Hamilton de Holanda, 37 anos, não tem manchas em uma carreira que já atravessou uma década. Filho de pernambucanos, nasceu no Rio, cresceu e estudou em Brasília, e voltou à terra natal há 11 anos. É músico letrado pela Universidade de Brasília e já coleciona prêmios e parcerias com gigantes como os pianistas cubanos Chucho Valdés e Omar Sosa e o trompetista norte-americano Wynton Marsalis, que gravaram com ele no tributo a Pixinguinha, de 2013.
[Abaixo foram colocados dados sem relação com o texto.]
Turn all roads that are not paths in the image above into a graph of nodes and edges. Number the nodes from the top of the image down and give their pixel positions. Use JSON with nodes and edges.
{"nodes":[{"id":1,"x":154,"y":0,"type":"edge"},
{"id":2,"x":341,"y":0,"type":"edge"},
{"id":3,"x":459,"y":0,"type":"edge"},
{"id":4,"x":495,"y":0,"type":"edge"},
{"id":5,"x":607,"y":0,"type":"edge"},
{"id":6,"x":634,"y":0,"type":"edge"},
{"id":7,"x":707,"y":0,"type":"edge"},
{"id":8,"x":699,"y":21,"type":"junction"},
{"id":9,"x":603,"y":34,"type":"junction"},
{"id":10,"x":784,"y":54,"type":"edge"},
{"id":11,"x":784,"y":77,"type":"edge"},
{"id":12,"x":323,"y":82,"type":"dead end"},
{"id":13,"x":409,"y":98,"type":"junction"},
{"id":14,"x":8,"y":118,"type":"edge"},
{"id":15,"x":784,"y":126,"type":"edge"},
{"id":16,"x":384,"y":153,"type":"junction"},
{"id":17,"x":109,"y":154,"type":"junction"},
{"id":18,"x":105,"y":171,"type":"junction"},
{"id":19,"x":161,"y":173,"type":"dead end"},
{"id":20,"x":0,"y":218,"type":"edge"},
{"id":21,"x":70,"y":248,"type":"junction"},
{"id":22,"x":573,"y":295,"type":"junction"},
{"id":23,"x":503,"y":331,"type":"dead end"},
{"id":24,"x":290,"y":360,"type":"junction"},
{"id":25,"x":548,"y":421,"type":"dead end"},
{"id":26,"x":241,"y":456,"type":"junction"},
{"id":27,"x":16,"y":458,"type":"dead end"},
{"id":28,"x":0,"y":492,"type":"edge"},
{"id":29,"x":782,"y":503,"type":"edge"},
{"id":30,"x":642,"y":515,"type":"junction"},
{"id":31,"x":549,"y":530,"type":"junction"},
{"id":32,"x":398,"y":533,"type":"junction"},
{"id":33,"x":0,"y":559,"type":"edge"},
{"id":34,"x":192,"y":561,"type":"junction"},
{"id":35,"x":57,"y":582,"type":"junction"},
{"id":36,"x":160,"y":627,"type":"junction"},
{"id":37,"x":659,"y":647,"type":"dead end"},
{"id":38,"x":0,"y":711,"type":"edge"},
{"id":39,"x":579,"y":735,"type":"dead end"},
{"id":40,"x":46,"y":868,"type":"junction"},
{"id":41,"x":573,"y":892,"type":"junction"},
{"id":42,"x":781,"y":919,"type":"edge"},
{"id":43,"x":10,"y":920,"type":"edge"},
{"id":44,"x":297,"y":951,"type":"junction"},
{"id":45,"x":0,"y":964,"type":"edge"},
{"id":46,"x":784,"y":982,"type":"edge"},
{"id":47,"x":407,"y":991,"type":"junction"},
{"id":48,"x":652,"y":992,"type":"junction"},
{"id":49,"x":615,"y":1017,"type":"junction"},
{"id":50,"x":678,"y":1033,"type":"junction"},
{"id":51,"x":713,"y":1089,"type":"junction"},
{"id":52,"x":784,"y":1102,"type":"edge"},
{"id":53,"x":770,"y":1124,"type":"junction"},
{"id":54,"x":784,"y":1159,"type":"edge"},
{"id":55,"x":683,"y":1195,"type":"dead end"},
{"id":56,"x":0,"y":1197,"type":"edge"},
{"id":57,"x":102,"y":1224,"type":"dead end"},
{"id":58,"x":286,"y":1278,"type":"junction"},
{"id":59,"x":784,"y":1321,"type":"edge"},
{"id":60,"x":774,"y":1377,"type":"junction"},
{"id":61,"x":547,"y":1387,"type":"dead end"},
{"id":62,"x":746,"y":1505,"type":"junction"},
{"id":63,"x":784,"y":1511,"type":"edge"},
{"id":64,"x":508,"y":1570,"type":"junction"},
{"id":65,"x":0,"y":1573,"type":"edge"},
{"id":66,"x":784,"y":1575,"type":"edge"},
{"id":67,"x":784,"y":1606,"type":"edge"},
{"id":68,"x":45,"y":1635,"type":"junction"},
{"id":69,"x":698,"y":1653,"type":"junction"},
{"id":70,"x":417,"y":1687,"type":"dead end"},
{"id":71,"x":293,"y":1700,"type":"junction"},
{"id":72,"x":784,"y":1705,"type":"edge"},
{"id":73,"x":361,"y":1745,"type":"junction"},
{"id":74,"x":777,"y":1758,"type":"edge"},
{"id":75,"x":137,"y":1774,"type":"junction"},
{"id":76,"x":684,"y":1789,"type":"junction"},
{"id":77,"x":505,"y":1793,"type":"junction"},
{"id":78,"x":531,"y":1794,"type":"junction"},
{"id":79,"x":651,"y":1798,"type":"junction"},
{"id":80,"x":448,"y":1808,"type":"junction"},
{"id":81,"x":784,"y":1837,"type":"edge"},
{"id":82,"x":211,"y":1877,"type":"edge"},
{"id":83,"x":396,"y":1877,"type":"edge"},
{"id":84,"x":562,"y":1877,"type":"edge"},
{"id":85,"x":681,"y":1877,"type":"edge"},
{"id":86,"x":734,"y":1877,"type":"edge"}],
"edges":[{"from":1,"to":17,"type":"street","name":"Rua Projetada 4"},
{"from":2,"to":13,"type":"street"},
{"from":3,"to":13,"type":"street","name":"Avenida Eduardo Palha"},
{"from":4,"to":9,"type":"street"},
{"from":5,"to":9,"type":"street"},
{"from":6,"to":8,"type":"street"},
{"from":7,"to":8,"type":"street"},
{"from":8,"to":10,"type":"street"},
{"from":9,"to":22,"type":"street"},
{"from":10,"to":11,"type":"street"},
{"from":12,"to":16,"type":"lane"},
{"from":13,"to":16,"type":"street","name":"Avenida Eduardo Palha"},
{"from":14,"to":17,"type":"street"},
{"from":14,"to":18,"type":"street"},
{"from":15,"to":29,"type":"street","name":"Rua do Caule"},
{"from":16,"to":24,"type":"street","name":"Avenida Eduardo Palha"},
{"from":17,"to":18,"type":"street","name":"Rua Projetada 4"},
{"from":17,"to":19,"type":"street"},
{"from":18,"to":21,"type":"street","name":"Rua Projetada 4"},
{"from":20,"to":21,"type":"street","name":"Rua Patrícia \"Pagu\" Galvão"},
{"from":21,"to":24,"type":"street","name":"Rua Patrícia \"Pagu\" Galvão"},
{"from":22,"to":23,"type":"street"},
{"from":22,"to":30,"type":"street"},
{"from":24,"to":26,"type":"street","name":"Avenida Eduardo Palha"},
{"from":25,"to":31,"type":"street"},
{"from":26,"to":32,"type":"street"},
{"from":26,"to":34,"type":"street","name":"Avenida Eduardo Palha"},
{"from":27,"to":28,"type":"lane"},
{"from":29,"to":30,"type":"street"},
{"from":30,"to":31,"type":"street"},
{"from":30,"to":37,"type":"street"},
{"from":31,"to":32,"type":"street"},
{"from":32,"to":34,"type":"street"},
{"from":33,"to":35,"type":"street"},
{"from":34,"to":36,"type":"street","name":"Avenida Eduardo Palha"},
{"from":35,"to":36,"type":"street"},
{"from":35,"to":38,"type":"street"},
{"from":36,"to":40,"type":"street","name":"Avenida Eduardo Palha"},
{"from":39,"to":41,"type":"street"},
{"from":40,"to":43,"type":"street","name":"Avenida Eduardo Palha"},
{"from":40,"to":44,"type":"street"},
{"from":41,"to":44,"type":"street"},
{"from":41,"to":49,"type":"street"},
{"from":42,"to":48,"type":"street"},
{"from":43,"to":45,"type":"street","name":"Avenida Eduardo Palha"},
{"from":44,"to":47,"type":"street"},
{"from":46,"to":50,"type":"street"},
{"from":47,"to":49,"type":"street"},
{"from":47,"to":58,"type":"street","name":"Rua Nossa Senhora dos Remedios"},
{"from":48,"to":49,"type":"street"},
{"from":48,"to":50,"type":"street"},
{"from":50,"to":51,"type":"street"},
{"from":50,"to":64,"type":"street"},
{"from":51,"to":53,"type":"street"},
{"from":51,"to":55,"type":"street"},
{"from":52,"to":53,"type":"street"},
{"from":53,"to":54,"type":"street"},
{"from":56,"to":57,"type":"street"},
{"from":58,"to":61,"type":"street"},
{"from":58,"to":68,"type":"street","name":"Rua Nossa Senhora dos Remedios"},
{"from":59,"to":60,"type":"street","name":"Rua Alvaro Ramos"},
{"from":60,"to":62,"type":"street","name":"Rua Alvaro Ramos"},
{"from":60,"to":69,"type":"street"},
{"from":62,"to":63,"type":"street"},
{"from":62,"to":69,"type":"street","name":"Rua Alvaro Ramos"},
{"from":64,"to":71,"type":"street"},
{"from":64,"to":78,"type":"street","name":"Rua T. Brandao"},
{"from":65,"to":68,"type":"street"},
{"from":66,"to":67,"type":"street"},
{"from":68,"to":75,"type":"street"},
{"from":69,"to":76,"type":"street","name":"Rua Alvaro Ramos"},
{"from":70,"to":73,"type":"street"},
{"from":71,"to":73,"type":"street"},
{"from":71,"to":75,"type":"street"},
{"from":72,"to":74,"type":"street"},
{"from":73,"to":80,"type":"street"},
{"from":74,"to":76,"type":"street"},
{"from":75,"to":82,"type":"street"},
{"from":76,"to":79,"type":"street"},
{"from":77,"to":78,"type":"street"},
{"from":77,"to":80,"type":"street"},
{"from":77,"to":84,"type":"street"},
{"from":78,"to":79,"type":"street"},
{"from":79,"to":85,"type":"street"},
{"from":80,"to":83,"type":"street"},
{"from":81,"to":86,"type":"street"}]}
Diogo Nogueira, filho de um obelisco da música brasileira, se lançou na carreira artística depois de tentar ser jogador de futebol. É hoje um dos mais populares nomes da nova safra televisiva de sambistas, com um público crescente, ainda que sem firmar uma trajetória de vida autônoma pelo fato de ter nas veias o sangue de Nogueira. A cobrança sobre suas costas é grande e seu desempenho é sempre comparado com o do pai. Um empresta o prestígio, o outro, popularidade, e Bossa Negra nasce como um disco fenomenal. As informações são do jornal O Estado de S. Paulo.